Rudd has announced several measures designed to reduce the immediate impact on Australia of the global financial crisis.
These include additional spending of $9.7 billion in 2008-09 (equivalent to about 1 per cent of GDP), the purchase of an additional $4 billion of residential mortgage-backed securities and the provision of (temporary) government guarantees of deposits with financial institutions and of bank borrowings overseas.
Some commentators are suggesting the extent of these measures is too great given the strength now of the Australian economy and the monetary easing already implemented by the Reserve Bank.

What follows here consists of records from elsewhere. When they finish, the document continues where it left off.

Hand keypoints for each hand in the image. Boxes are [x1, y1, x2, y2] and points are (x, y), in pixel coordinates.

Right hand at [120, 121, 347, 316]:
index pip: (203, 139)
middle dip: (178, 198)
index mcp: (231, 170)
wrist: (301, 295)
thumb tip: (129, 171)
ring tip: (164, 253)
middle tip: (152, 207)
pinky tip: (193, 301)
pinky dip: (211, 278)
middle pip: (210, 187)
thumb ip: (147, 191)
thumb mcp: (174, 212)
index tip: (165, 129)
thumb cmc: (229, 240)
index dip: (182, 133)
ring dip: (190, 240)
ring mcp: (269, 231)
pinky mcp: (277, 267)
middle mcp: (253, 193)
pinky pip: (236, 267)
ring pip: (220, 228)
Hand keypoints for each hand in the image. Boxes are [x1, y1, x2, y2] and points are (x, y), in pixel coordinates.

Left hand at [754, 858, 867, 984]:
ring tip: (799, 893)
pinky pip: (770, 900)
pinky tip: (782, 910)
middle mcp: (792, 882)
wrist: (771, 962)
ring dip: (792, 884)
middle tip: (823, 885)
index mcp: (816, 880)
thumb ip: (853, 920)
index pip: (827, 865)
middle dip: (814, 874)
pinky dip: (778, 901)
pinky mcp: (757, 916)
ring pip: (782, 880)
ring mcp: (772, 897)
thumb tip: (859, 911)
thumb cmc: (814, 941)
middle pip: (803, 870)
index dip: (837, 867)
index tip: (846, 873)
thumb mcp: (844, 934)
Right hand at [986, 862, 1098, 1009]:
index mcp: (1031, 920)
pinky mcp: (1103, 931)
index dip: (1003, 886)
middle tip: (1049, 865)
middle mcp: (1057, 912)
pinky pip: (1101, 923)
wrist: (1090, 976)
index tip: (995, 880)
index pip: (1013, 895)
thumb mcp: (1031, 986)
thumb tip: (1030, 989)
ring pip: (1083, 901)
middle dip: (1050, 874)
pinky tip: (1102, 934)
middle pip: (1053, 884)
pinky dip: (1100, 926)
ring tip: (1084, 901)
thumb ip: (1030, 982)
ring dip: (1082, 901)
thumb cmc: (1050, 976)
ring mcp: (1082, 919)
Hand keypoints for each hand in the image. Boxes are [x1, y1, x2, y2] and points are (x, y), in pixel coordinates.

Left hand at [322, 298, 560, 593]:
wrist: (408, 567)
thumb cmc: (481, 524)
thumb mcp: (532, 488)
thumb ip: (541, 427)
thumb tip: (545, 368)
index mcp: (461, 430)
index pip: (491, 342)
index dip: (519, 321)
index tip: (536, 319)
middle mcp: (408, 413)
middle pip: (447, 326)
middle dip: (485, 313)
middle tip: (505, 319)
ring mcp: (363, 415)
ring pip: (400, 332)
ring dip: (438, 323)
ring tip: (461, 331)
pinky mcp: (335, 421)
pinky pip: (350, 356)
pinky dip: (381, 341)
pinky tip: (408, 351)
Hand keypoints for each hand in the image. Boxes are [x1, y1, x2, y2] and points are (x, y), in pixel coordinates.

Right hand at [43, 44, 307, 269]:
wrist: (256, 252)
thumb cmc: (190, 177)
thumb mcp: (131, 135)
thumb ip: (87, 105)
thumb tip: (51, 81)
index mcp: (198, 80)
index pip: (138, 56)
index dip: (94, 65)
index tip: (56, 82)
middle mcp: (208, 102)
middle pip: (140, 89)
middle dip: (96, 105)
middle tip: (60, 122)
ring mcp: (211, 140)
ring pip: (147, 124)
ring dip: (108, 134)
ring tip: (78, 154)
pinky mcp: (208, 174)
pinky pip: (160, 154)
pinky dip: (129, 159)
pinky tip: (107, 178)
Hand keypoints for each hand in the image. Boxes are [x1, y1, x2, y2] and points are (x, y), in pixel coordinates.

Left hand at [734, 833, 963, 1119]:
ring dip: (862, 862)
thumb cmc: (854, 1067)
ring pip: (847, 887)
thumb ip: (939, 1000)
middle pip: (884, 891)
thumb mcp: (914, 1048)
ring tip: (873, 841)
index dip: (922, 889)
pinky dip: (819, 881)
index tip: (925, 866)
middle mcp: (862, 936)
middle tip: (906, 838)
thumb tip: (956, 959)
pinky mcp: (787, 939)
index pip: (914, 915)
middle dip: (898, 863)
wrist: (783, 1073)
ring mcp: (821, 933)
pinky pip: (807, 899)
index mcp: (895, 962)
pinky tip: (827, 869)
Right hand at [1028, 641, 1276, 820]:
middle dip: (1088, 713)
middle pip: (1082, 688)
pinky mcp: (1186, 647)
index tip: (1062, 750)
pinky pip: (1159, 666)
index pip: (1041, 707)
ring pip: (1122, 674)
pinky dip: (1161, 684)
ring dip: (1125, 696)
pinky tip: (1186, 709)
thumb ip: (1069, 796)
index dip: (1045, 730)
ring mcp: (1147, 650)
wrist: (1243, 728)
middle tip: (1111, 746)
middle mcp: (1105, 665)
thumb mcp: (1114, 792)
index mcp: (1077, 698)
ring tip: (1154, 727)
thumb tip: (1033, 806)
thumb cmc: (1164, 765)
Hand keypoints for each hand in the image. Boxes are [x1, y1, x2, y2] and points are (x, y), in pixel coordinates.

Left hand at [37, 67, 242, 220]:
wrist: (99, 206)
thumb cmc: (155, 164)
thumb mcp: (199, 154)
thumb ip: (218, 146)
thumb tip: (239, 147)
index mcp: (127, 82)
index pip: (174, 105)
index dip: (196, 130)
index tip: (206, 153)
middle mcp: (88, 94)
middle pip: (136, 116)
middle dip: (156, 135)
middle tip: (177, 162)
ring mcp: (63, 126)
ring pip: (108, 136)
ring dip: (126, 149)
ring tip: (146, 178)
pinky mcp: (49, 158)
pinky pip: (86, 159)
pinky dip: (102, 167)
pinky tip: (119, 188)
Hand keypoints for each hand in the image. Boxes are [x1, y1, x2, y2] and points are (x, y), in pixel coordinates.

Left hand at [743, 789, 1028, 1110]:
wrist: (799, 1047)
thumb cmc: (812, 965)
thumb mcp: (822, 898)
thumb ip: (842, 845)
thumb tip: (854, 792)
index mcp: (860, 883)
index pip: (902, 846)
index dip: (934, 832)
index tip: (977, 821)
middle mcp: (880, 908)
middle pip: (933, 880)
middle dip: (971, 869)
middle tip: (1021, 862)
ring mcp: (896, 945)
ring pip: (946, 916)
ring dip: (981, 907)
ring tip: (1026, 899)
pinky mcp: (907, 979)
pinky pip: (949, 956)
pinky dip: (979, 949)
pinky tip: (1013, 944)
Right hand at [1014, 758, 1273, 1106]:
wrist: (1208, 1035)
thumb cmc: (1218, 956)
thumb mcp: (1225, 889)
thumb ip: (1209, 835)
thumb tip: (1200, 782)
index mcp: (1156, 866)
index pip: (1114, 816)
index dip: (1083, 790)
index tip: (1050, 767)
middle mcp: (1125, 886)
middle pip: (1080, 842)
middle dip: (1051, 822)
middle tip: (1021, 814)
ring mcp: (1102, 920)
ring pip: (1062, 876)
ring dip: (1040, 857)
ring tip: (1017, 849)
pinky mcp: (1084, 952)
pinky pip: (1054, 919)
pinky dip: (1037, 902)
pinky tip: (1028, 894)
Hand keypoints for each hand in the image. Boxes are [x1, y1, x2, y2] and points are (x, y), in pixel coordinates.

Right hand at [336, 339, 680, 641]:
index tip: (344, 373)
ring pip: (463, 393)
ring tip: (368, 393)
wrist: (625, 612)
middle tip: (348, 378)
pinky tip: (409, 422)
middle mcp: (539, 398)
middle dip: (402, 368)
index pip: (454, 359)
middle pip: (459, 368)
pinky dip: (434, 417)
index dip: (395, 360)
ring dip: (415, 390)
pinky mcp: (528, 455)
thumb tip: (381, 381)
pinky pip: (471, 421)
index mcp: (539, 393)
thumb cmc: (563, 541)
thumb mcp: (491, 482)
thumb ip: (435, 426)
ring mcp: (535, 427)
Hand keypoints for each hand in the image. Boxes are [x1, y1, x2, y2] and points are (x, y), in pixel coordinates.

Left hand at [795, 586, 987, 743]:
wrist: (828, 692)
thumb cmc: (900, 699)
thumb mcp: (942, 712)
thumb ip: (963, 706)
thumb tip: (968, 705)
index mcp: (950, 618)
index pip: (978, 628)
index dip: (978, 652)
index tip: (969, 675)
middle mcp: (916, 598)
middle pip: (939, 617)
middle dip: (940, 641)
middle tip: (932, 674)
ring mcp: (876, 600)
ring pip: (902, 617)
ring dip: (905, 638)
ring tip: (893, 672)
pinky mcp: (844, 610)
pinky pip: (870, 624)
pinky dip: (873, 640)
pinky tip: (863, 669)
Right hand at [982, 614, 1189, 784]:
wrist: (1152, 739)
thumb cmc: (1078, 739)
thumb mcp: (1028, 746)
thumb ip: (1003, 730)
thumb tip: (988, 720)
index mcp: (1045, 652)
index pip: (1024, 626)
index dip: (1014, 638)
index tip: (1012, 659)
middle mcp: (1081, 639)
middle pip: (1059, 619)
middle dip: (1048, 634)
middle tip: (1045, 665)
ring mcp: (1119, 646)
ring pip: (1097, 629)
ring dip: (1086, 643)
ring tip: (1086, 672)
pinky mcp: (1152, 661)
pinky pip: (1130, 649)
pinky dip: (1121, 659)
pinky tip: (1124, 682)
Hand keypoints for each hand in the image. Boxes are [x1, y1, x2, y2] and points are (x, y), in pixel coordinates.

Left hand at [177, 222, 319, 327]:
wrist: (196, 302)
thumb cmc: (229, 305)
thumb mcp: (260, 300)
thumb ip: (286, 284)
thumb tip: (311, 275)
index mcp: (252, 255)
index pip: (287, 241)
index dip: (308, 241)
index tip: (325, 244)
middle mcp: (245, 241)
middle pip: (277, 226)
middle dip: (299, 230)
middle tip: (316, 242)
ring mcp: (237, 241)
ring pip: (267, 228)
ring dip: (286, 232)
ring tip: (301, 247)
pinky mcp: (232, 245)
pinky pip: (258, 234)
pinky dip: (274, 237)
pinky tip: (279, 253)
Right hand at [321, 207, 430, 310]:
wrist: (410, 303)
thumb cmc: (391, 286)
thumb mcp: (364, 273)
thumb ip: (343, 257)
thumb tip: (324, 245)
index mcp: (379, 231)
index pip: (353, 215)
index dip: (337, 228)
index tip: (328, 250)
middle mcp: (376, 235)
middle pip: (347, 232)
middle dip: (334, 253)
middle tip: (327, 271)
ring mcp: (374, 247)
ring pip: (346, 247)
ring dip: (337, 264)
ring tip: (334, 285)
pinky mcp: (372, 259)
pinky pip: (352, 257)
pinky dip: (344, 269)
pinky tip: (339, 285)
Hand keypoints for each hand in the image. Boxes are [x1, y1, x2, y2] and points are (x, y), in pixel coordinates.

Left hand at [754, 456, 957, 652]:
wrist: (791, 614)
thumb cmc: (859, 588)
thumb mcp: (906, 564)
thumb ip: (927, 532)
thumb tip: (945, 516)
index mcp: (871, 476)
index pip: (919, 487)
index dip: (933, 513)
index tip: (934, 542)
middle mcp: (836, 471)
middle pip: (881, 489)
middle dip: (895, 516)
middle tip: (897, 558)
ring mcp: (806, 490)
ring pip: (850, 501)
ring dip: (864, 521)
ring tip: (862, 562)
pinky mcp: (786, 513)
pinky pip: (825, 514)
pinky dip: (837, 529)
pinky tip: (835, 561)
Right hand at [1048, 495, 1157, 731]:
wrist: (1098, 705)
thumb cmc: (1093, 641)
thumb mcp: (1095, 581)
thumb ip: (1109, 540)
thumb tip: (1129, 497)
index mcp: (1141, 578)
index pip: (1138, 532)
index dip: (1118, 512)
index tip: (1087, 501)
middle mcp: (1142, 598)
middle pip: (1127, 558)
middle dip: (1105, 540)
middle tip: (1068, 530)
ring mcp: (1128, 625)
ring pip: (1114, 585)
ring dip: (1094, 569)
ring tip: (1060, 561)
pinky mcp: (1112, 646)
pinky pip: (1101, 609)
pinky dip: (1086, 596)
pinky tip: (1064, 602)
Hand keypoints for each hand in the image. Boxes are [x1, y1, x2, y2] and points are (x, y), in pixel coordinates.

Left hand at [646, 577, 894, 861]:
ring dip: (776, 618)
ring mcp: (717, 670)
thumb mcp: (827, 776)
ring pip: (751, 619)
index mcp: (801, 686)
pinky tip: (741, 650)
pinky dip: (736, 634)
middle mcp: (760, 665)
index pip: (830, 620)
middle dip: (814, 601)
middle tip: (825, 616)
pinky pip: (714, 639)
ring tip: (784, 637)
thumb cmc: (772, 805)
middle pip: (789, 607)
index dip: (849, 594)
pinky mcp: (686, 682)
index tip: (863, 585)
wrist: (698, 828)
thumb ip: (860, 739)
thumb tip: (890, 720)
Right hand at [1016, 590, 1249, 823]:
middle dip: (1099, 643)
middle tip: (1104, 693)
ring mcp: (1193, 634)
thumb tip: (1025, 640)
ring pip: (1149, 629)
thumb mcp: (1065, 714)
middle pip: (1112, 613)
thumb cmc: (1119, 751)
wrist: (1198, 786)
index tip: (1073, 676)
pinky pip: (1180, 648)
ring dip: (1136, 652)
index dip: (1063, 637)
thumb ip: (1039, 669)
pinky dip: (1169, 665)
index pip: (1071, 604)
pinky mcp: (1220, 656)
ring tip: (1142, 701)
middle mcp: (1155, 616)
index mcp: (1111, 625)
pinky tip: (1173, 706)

However, even before the crisis, the economy had slowed below the Budget forecast of 2.75 per cent growth and the very serious implications of the crisis overseas justifies abnormal early action to offset downwards pressure here. This is the one occasion that a resort to Keynesian stimulatory policies is warranted.
Indeed, even with the measures already announced, Australia will be fortunate to avoid a period of three to four years of much lower levels of economic activity and employment.
No one can predict confidently economic growth in the period ahead and the many comforting forecasts from institutions should be treated with scepticism. Most such forecasters are trying either to calm nerves or promote their own interests.
The reality is that there is now a high risk of a global economic recession and, if that happens, it will be difficult for us to avoid one.
We cannot escape the effects of global developments and, with the virtual collapse of the world banking system as a supplier of credit, a much more difficult environment for recovery exists here than after the 1980s share market crash.
Even assuming the government guarantee allows our banking system to continue to obtain the large funding from overseas it previously has been accessing, it will now be much more cautious in its lending policies to companies and individuals. The large increase in debt levels in recent years will be taken into account.
Although the Prime Minister still claims strong Chinese growth will continue to buoy our exports, he fails to understand the relatively small aggregate importance of that demand source for Australia. Our exports to recession-bound Japan are a much higher proportion of total exports (22 per cent compared with 15 per cent to China) and are not as dependent on one export (iron ore) as those to China.
In these circumstances, the question is whether the measures the Government has taken already are sufficient. The most important additional action the Government could take would be to avoid introducing policies that will add to the increased uncertainty companies and individuals already face.
If the Government proceeds with its intended announcements before Christmas on workplace reforms and emission reductions, they will add greatly to uncertainty through the regulation of labour markets and of carbon emissions. These policies should be deferred for further consideration in three years’ time.
Equally, a continuation of the proposed large immigration program could only exacerbate what will be a higher rate of unemployment. This policy must be amended.